What is needed —
Search term "gazetteer": please copy every line of the records below that contains it.

Entries provided —
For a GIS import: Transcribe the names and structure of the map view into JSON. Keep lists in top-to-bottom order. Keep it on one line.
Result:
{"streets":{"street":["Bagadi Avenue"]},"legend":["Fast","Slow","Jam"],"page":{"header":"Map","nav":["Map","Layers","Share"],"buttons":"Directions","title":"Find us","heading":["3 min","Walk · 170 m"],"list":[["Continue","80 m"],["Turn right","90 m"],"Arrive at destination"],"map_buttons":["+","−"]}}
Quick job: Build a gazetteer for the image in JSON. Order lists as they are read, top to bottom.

--

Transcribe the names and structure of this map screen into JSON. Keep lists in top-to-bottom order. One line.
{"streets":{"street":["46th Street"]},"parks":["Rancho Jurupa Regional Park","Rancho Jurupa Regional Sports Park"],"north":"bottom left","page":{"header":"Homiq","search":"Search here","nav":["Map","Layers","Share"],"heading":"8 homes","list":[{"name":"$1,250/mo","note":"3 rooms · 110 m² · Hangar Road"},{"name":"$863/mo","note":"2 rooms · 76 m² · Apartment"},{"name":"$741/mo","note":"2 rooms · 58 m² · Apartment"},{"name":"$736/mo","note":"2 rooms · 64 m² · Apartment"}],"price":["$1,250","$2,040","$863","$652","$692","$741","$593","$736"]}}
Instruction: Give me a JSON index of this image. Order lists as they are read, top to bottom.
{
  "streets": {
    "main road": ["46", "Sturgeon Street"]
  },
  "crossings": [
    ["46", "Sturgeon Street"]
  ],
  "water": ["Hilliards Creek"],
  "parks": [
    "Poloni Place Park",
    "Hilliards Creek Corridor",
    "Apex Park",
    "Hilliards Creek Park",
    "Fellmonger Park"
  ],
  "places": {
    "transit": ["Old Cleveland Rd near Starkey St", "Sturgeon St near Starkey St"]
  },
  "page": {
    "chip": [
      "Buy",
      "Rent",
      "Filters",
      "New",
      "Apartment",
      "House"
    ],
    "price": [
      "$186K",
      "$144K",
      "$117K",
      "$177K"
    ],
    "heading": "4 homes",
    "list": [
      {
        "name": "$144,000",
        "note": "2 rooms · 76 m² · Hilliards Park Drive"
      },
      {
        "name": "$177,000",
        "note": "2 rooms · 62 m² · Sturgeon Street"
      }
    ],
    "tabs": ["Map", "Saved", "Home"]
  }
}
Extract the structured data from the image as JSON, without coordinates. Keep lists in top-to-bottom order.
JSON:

--

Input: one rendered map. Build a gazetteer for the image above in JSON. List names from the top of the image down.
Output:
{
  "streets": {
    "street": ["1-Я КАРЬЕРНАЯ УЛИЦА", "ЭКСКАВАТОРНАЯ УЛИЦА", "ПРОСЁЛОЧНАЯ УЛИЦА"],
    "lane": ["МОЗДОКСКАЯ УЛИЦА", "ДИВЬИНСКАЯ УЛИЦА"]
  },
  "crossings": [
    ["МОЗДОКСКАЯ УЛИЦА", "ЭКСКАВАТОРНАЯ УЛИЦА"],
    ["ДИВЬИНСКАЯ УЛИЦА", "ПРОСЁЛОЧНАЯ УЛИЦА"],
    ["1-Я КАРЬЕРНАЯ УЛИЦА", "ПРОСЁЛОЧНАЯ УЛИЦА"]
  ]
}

Result of this task —
Quick job: Build a gazetteer for the image in JSON. Order lists as they are read, top to bottom.
Input: one rendered map. Build a gazetteer for the image above in JSON. List names from the top of the image down.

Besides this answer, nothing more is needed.